Stored items
------------------------

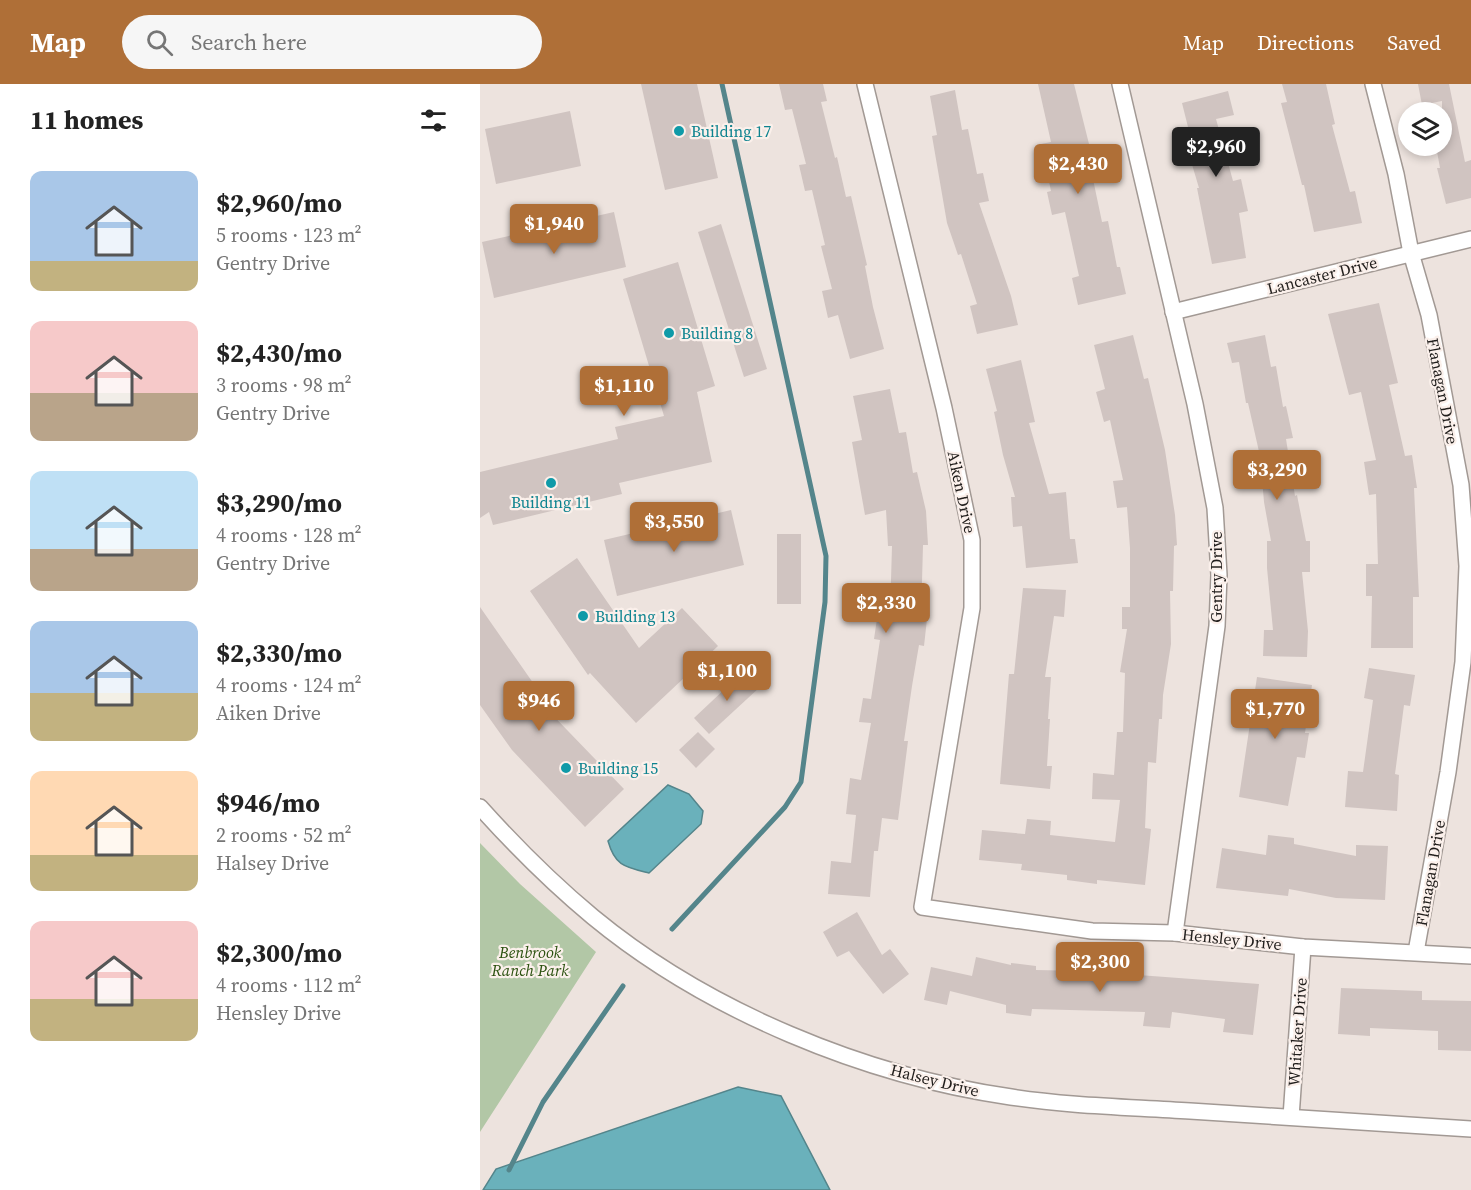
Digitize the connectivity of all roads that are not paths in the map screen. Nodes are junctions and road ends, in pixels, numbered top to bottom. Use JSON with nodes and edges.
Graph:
{"nodes":[{"id":1,"x":866,"y":84,"type":"edge"},
{"id":2,"x":1120,"y":84,"type":"edge"},
{"id":3,"x":1373,"y":84,"type":"edge"},
{"id":4,"x":1471,"y":239,"type":"edge"},
{"id":5,"x":1411,"y":252,"type":"junction"},
{"id":6,"x":1173,"y":312,"type":"junction"},
{"id":7,"x":480,"y":807,"type":"edge"},
{"id":8,"x":922,"y":907,"type":"joint"},
{"id":9,"x":1175,"y":933,"type":"junction"},
{"id":10,"x":1304,"y":947,"type":"junction"},
{"id":11,"x":1416,"y":952,"type":"junction"},
{"id":12,"x":1471,"y":956,"type":"edge"},
{"id":13,"x":1291,"y":1117,"type":"junction"},
{"id":14,"x":1471,"y":1129,"type":"edge"}],
"edges":[{"from":1,"to":8,"type":"street","name":"Aiken Drive"},
{"from":2,"to":6,"type":"street","name":"Gentry Drive"},
{"from":3,"to":5,"type":"street","name":"Flanagan Drive"},
{"from":4,"to":5,"type":"street","name":"Lancaster Drive"},
{"from":5,"to":6,"type":"street","name":"Lancaster Drive"},
{"from":5,"to":11,"type":"street","name":"Flanagan Drive"},
{"from":6,"to":9,"type":"street","name":"Gentry Drive"},
{"from":7,"to":13,"type":"street","name":"Halsey Drive"},
{"from":8,"to":9,"type":"street","name":"Hensley Drive"},
{"from":9,"to":10,"type":"street","name":"Hensley Drive"},
{"from":10,"to":11,"type":"street","name":"Hensley Drive"},
{"from":10,"to":13,"type":"street","name":"Whitaker Drive"},
{"from":11,"to":12,"type":"street","name":"Hensley Drive"},
{"from":13,"to":14,"type":"street","name":"Halsey Drive"}]}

------------------------

Task instructions: Pictures aside, reproduce all of the data exactly.

Written answer:
Digitize the connectivity of all roads that are not paths in the map screen. Nodes are junctions and road ends, in pixels, numbered top to bottom. Use JSON with nodes and edges.
Graph:
{"nodes":[{"id":1,"x":866,"y":84,"type":"edge"},
{"id":2,"x":1120,"y":84,"type":"edge"},
{"id":3,"x":1373,"y":84,"type":"edge"},
{"id":4,"x":1471,"y":239,"type":"edge"},
{"id":5,"x":1411,"y":252,"type":"junction"},
{"id":6,"x":1173,"y":312,"type":"junction"},
{"id":7,"x":480,"y":807,"type":"edge"},
{"id":8,"x":922,"y":907,"type":"joint"},
{"id":9,"x":1175,"y":933,"type":"junction"},
{"id":10,"x":1304,"y":947,"type":"junction"},
{"id":11,"x":1416,"y":952,"type":"junction"},
{"id":12,"x":1471,"y":956,"type":"edge"},
{"id":13,"x":1291,"y":1117,"type":"junction"},
{"id":14,"x":1471,"y":1129,"type":"edge"}],
"edges":[{"from":1,"to":8,"type":"street","name":"Aiken Drive"},
{"from":2,"to":6,"type":"street","name":"Gentry Drive"},
{"from":3,"to":5,"type":"street","name":"Flanagan Drive"},
{"from":4,"to":5,"type":"street","name":"Lancaster Drive"},
{"from":5,"to":6,"type":"street","name":"Lancaster Drive"},
{"from":5,"to":11,"type":"street","name":"Flanagan Drive"},
{"from":6,"to":9,"type":"street","name":"Gentry Drive"},
{"from":7,"to":13,"type":"street","name":"Halsey Drive"},
{"from":8,"to":9,"type":"street","name":"Hensley Drive"},
{"from":9,"to":10,"type":"street","name":"Hensley Drive"},
{"from":10,"to":11,"type":"street","name":"Hensley Drive"},
{"from":10,"to":13,"type":"street","name":"Whitaker Drive"},
{"from":11,"to":12,"type":"street","name":"Hensley Drive"},
{"from":13,"to":14,"type":"street","name":"Halsey Drive"}]}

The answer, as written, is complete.